The ministry reported on the legislation violations, enterprise inspection results and possible solutions during a meeting with Deputy Prime Minister Berdibek Saparbayev and heads of the Aktobe Region’s large enterprises. The session considered compensation, repaying wage liabilities, labour conflicts, businesses’ social responsibility and attracting foreign labour.

“We plan to tighten the rules for recruiting foreign labour. We will reduce the quota by no less than two times and tighten the rules for issuing permits for the fourth category (working specialties),” said Minister of Labour and Social Protection Birzhan Nurymbetov.

The plan involves introducing the employer’s responsibility and obligation to create equal working and living conditions for employees. The ministry will modify industry inspection criteria, annually checking enterprises that attract more than 30 foreign workers.

Nurymbetov noted 21,000 foreign specialists have permission to work at 2,400 Kazakh enterprises.  

“With the Prosecutor General’s Office, we inspected 63 large enterprises. The inspection revealed 794 facts of labour legislation violations, including 700 facts of wage imbalance at 23 enterprises, meaning the salary of foreign specialists for one position was higher than that of Kazakh employees. With regard to this, we revoked the permissions of 657 foreign workers,” he said.

He added the government bodies issued 56 orders regarding violations that revealed and imposed 282 fines totalling 87 million tenge (US$224,000).

The second inspection stage checked 34 additional enterprises and identified 135 labour violations. Nurymbetov specifically addressed Arabtec Consolidated Contractors Limited Project Manager John Campbell regarding violations at the Abu Dhabi Plaza construction site.

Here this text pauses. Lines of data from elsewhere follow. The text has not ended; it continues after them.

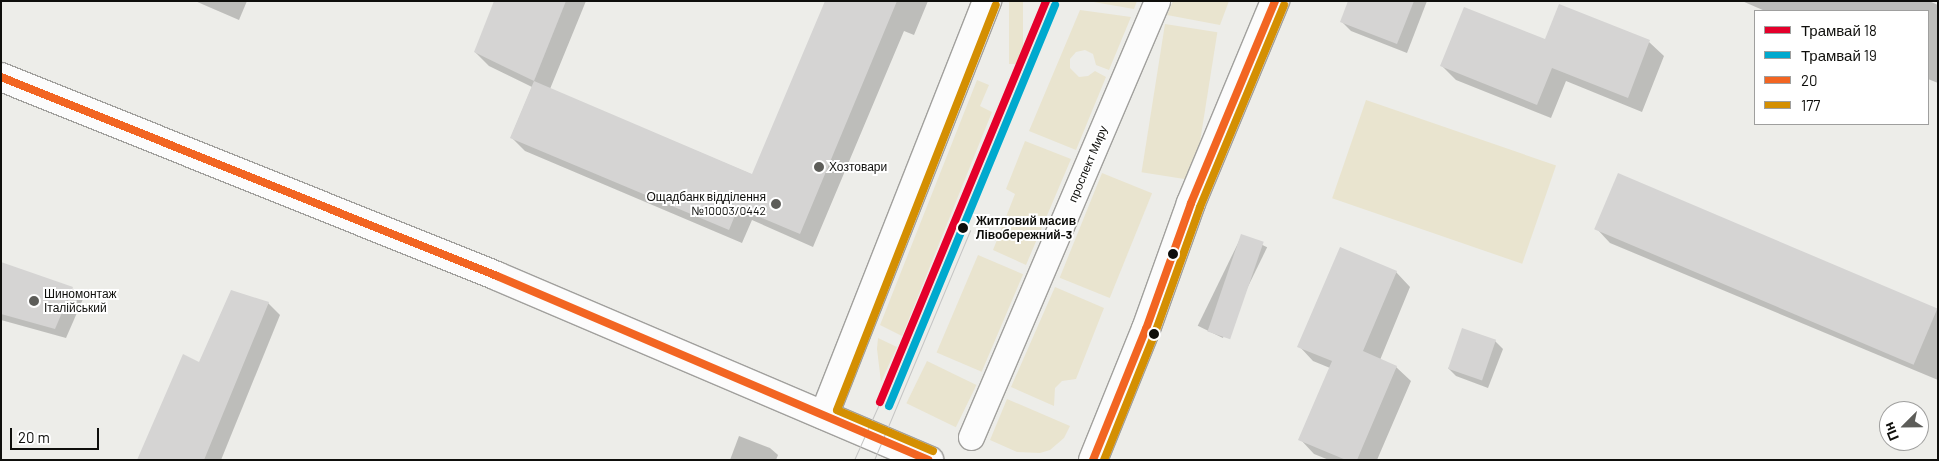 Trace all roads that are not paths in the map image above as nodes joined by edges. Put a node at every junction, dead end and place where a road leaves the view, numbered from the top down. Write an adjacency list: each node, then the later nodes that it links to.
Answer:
1 (988, 1): 5 (street)
2 (1157, 1): 6 (street, проспект Миру)
3 (1275, 1): 8 (street)
4 (1, 77): 5 (street)
5 (824, 415): 7 (street)
6 (971, 437)
7 (929, 460)
8 (1093, 460)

“For example, you provide three meals a day for foreigners living in a hostel, the cost of which is up to 3,000 tenge (US$8). The local staff, they dine separately, with compensation payments of 800 tenge (US$2). In addition, your company attracted foreign workers that do not correspond to the position for which you received permission,” he said.

The ministry also plans to return to the compulsory practice of replacing foreign workers with domestic specialists. 

“You will get permission to attract a foreign specialist for one-three years, but after the term expiration the employee needs to be replaced by a Kazakh specialist. We have been attracting foreign labour for 25 years. I think that time was enough to train our own specialists,” added Nurymbetov. 

Saparbayev supported the minister’s proposals.

“If we invite a foreign worker, then after a certain time we must replace him with a domestic worker. We have enough universities and enterprises. For a quarter of a century we have been attracting foreign workers, but we are not preparing our own. Perhaps next year we will exclude the issuance of permits for the fourth category,” he said.